Having lots of young children at the same time is not a good idea.

My grandmother used to say "never have more children than hands, if hands need to be held". So not more than 2 under 7 ISH. And you definitely don't want two (or more) under 5 with both children crawling and running in opposite directions.

If you like the baby stage so much why not move into working within a nursery or being a nanny?

As for being addicted, that depends on what has happened to you in your life and your general MH.

That's a great saying.

badgerpatrol · 03/10/2024 22:40

You may be addicted to having babies (unlikely) but how addicted to spotty teenagers? Cos I'm afraid that's where those babies go.

DeliciousApples · 03/10/2024 22:43

Get trained up and work in a nursery or school?

KindOf · 03/10/2024 22:44

Drfosters · 03/10/2024 14:49

@Strawberrycheesecake7

most women feel this way. I accept not all but I know I wanted children from a young age. It is completely normal and biological.

The majority of us feel the same way as you. The urge rarely goes away for 99% of us but money and time is the decisive factor.

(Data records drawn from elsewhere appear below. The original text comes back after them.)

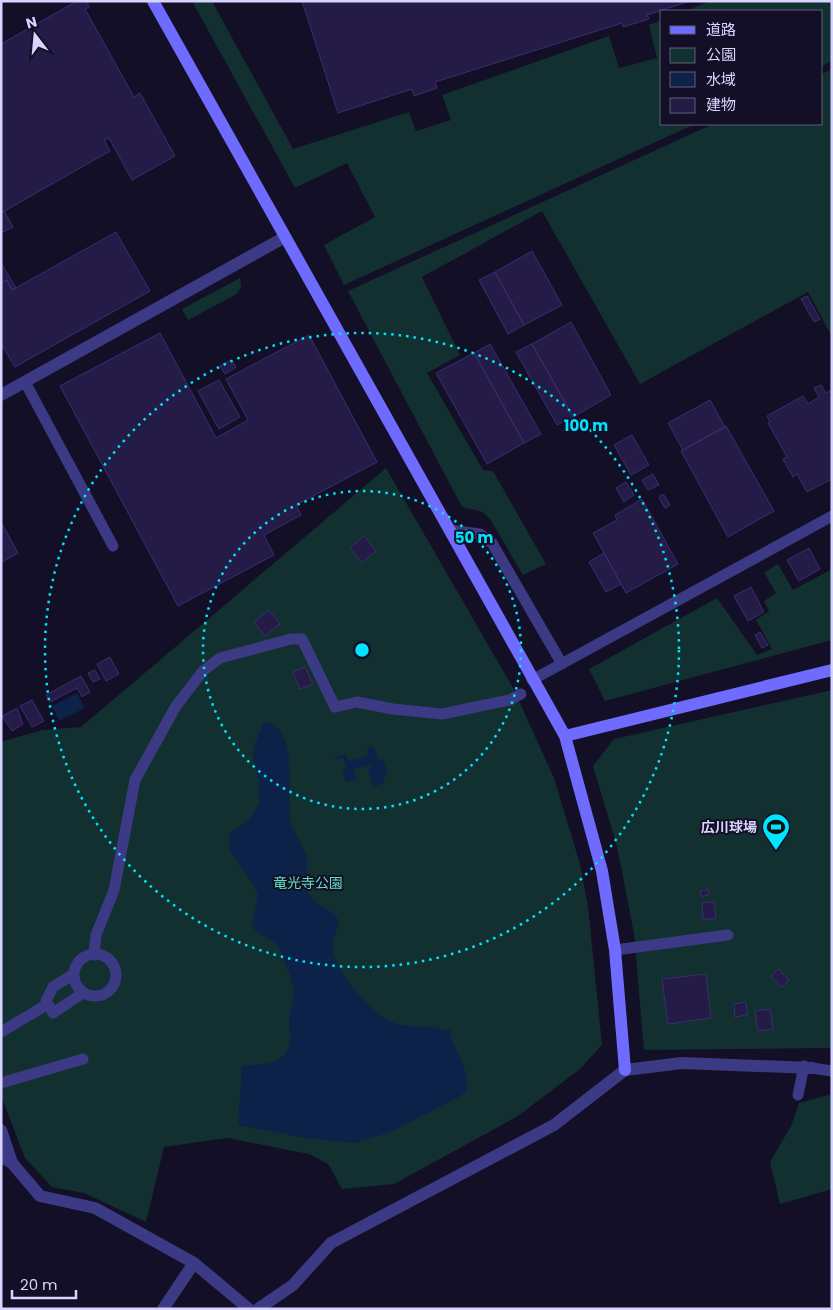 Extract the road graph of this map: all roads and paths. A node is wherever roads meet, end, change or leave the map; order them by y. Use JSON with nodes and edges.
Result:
{"nodes":[{"id":1,"x":153,"y":1,"type":"edge"},
{"id":2,"x":285,"y":237,"type":"junction"},
{"id":3,"x":26,"y":382,"type":"junction"},
{"id":4,"x":1,"y":395,"type":"edge"},
{"id":5,"x":832,"y":516,"type":"edge"},
{"id":6,"x":449,"y":530,"type":"junction"},
{"id":7,"x":113,"y":546,"type":"dead end"},
{"id":8,"x":562,"y":664,"type":"junction"},
{"id":9,"x":832,"y":670,"type":"edge"},
{"id":10,"x":532,"y":680,"type":"junction"},
{"id":11,"x":521,"y":694,"type":"dead end"},
{"id":12,"x":565,"y":736,"type":"junction"},
{"id":13,"x":728,"y":935,"type":"dead end"},
{"id":14,"x":615,"y":950,"type":"junction"},
{"id":15,"x":94,"y":955,"type":"junction"},
{"id":16,"x":74,"y":974,"type":"junction"},
{"id":17,"x":83,"y":993,"type":"junction"},
{"id":18,"x":48,"y":1004,"type":"junction"},
{"id":19,"x":1,"y":1032,"type":"edge"},
{"id":20,"x":83,"y":1059,"type":"dead end"},
{"id":21,"x":808,"y":1067,"type":"junction"},
{"id":22,"x":625,"y":1070,"type":"junction"},
{"id":23,"x":832,"y":1071,"type":"edge"},
{"id":24,"x":1,"y":1083,"type":"edge"},
{"id":25,"x":798,"y":1095,"type":"dead end"},
{"id":26,"x":1,"y":1130,"type":"edge"},
{"id":27,"x":6,"y":1160,"type":"edge"},
{"id":28,"x":194,"y":1263,"type":"junction"},
{"id":29,"x":163,"y":1309,"type":"edge"},
{"id":30,"x":249,"y":1309,"type":"edge"},
{"id":31,"x":258,"y":1309,"type":"edge"}],
"edges":[{"from":1,"to":2,"type":"street"},
{"from":2,"to":3,"type":"street"},
{"from":2,"to":6,"type":"street"},
{"from":3,"to":4,"type":"street"},
{"from":3,"to":7,"type":"lane"},
{"from":5,"to":8,"type":"lane"},
{"from":6,"to":8,"type":"lane"},
{"from":6,"to":10,"type":"street"},
{"from":8,"to":10,"type":"lane"},
{"from":9,"to":12,"type":"street"},
{"from":10,"to":12,"type":"street"},
{"from":11,"to":15,"type":"lane"},
{"from":12,"to":14,"type":"street"},
{"from":13,"to":14,"type":"lane"},
{"from":14,"to":22,"type":"street"},
{"from":15,"to":16,"type":"lane"},
{"from":15,"to":17,"type":"lane"},
{"from":16,"to":17,"type":"lane"},
{"from":16,"to":18,"type":"lane"},
{"from":17,"to":18,"type":"lane"},
{"from":18,"to":19,"type":"lane"},
{"from":20,"to":24,"type":"lane"},
{"from":21,"to":22,"type":"street"},
{"from":21,"to":23,"type":"lane"},
{"from":21,"to":25,"type":"lane"},
{"from":22,"to":31,"type":"street"},
{"from":26,"to":27,"type":"street"},
{"from":27,"to":28,"type":"street"},
{"from":28,"to":29,"type":"street"},
{"from":28,"to":30,"type":"street"}]}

Do you not spend much time around women?🙄

badgerpatrol · 03/10/2024 22:46

I also think due to the kind of pregnancy you had last time and assuming that your next pregnancy could be similar that's very unfair on your little one to chose to be potentially very ill while your infant is so dependant on you.
Also have you seen the cost of childcare? (I appreciate you may have planned to be a SAHM) lots of families I know deliberately plan their child so they aren't having to pay 2 or more lots of nursery fees at the same time as they just couldn't afford it on-top of running a household

badgerpatrol · 03/10/2024 22:51

Obsessionsasd · 03/10/2024 12:45

I am. I have ASD and have obsessions one of them is being pregnant / babies/ children so as a consequence I have a large family . I used to try and fight it but stopped as I’m happier being calm and allowing myself to engage with my obsessions

How is a large family calm though?
I come from a large family, and now I'm older happy I did, but calm? Nope, can't remember any calm.

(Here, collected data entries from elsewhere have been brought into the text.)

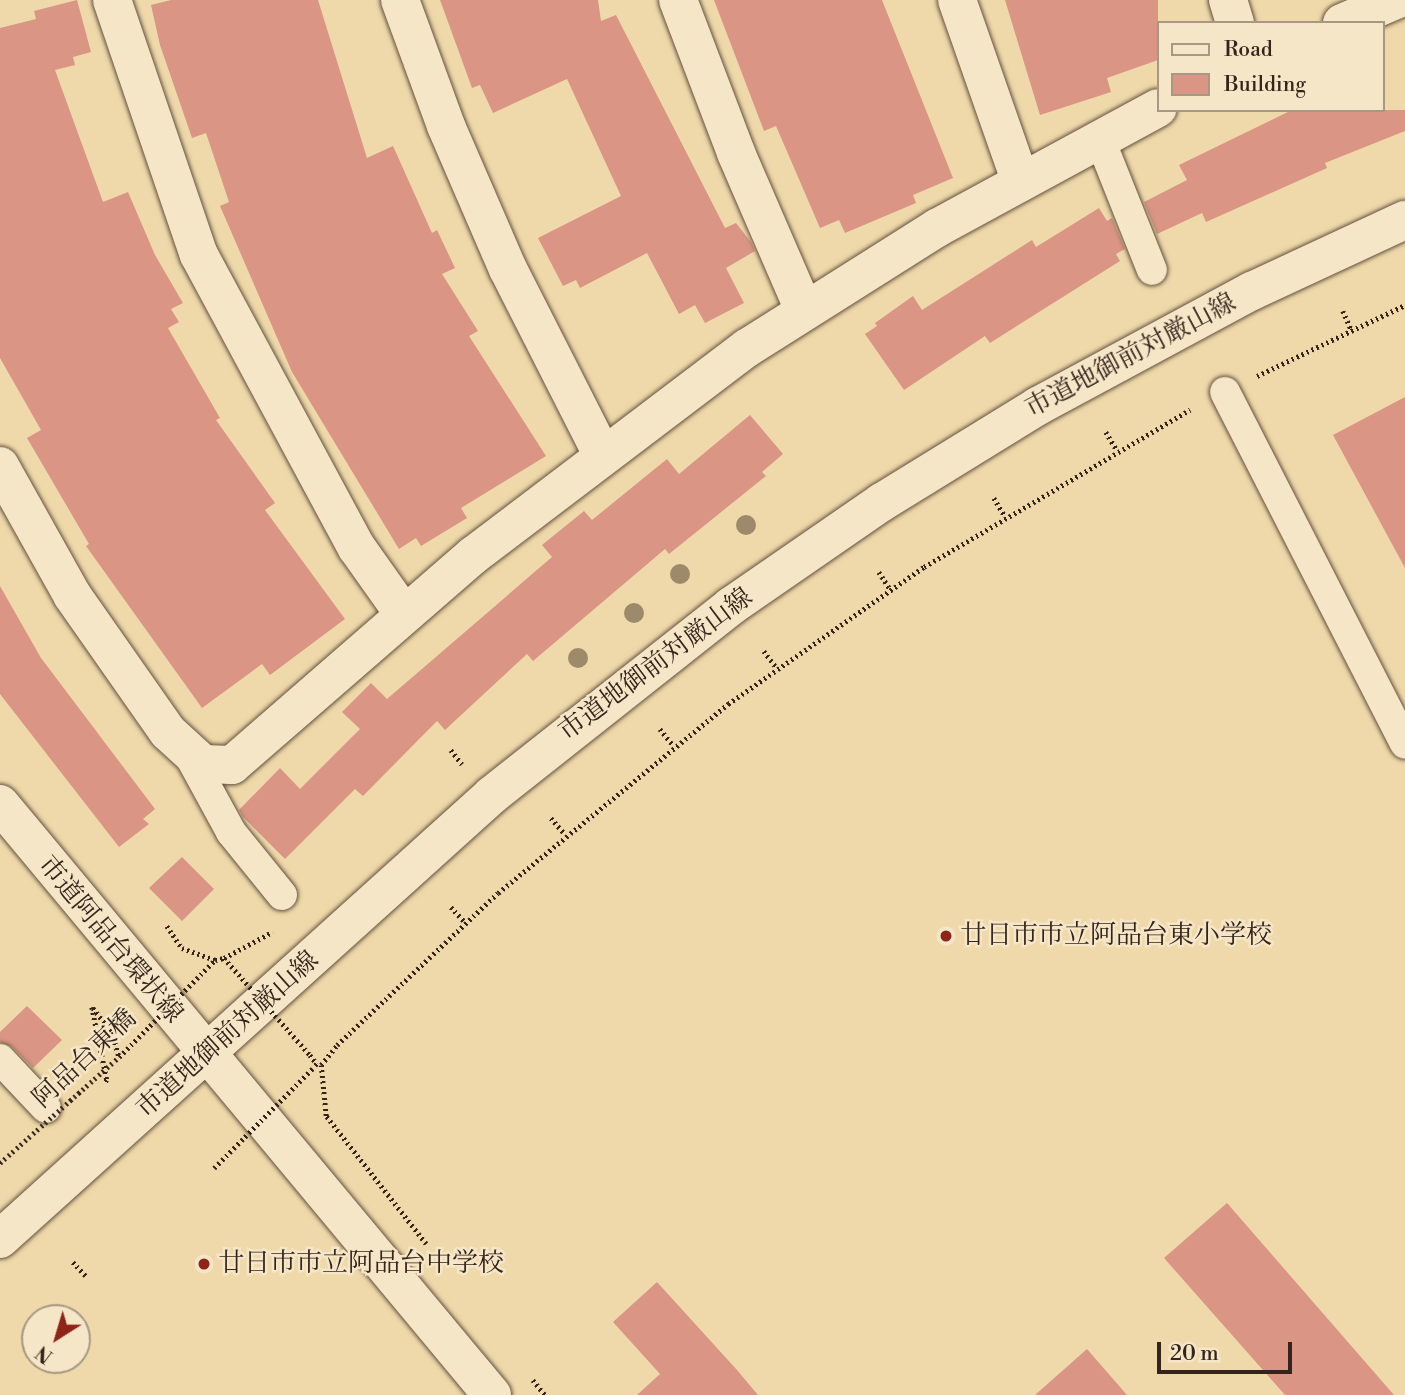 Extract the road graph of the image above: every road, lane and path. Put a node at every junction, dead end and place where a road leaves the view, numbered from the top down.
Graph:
1 (112, 0) edge
2 (400, 0) edge
3 (678, 0) edge
4 (957, 0) edge
5 (1228, 0) edge
6 (1396, 0) edge
7 (1235, 21) edge
8 (1347, 21) edge
9 (1156, 109) edge
10 (1099, 137) junction
11 (1020, 180) junction
12 (1405, 220) edge
13 (1152, 270) dead end
14 (1405, 305) edge
15 (804, 310) junction
16 (1342, 310) dead end
17 (1352, 329) junction
18 (1225, 392) junction
19 (1106, 432) dead end
20 (1117, 450) junction
21 (602, 454) junction
22 (0, 466) edge
23 (994, 498) dead end
24 (1005, 516) junction
25 (879, 572) dead end
26 (890, 589) junction
27 (402, 613) junction
28 (764, 651) dead end
29 (776, 668) junction
30 (660, 729) dead end
31 (1405, 744) edge
32 (674, 746) junction
33 (451, 750) dead end
34 (188, 753) junction
35 (464, 766) dead end
36 (0, 804) edge
37 (551, 818) dead end
38 (565, 834) junction
39 (282, 895) dead end
40 (451, 907) dead end
41 (465, 922) junction
42 (167, 926) dead end
43 (215, 960) junction
44 (207, 1055) junction
45 (119, 1057) junction
46 (0, 1059) edge
47 (317, 1066) junction
48 (107, 1080) dead end
49 (46, 1108) dead end
50 (0, 1163) edge
51 (214, 1168) dead end
52 (0, 1240) edge
53 (435, 1255) dead end
54 (74, 1262) dead end
55 (87, 1277) dead end
56 (528, 1374) dead end
57 (492, 1395) edge
58 (545, 1395) edge

1 - 27 street
2 - 21 street
3 - 15 street
4 - 11 street
5 - 7 street
6 - 8 street
9 - 10 street
10 - 11 street
10 - 13 street
11 - 15 street
12 - 44 street, 市道地御前対厳山線
14 - 17 path
15 - 21 street
16 - 17 path
17 - 18 path
18 - 20 path
18 - 31 street
19 - 20 path
20 - 24 path
21 - 27 street
22 - 34 street
23 - 24 path
24 - 26 path
25 - 26 path
26 - 29 path
27 - 34 street
28 - 29 path
29 - 32 path
30 - 32 path
32 - 38 path
33 - 35 path
34 - 39 street
36 - 44 street, 市道阿品台環状線
37 - 38 path
38 - 41 path
40 - 41 path
41 - 47 path
42 - 43 path
43 - 45 path, 阿品台東橋, bridge
43 - 47 path, bridge
44 - 52 street, 市道地御前対厳山線
44 - 57 street, 市道阿品台環状線
45 - 48 path
45 - 50 path, 阿品台東橋, bridge
46 - 49 street
47 - 51 path, bridge
47 - 53 path
54 - 55 path
56 - 58 path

Shrimpi · 03/10/2024 22:58

What I'm going to strongly advise you to consider from my own personal experience is this:

  • there is an upper limit to the number of children you want to have
  • if you have babies back-to-back, you will reach that limit far sooner and the phase of your life which entails being pregnant and having babies will therefore be over, far sooner

I love the stage of pregnancy and babies, it feels like a magical time in life (as well as a totally exhausting one of course). If you feel the same way I would advise the following: don't rush through it, draw it out.

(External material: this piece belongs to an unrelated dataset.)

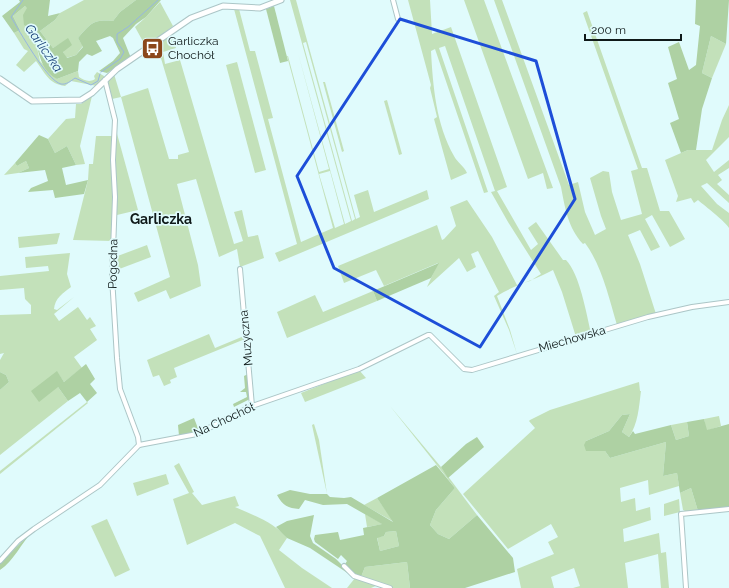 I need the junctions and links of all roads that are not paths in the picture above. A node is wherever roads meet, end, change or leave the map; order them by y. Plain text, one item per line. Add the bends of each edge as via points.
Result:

I actually think having babies very close together works better for those who don't enjoy that stage and what to get it "over and done with" quicker.

Gia899 · 03/10/2024 23:35

There'll be two years between mine and honestly I only planned it like this purely because I don't have age on my side - and I will be absolutely stopping after two. One alone has put tremendous strain on what I always felt was a pretty rock solid marriage. I personally wouldn't risk a third - for my marriage, health inc mental health and I'd just be spread too thin between three tbh. I know not everyone feels that way and like they could Maman get more.

Gia899 · 03/10/2024 23:38

HangDai · 03/10/2024 17:06

That's a great saying.

I agree. And you can read the hand holding in a metaphorical way too as DC grow older.

Gia899 · 03/10/2024 23:38

Gia899 · 03/10/2024 23:35

There'll be two years between mine and honestly I only planned it like this purely because I don't have age on my side - and I will be absolutely stopping after two. One alone has put tremendous strain on what I always felt was a pretty rock solid marriage. I personally wouldn't risk a third - for my marriage, health inc mental health and I'd just be spread too thin between three tbh. I know not everyone feels that way and like they could Maman get more.

*manage more

Colinfromaccounts · 03/10/2024 23:44

Careful that you don’t get to 50 and find that you’ve poured everything into developing your children and haven’t developed yourself. With kindness, get a hobby.

ZippyDenimBear · 04/10/2024 00:01

We had three under three, them felt done.

Unbelievably tough for a few years, but worth it.

Would do it all again, they're really close and verging on triplets really.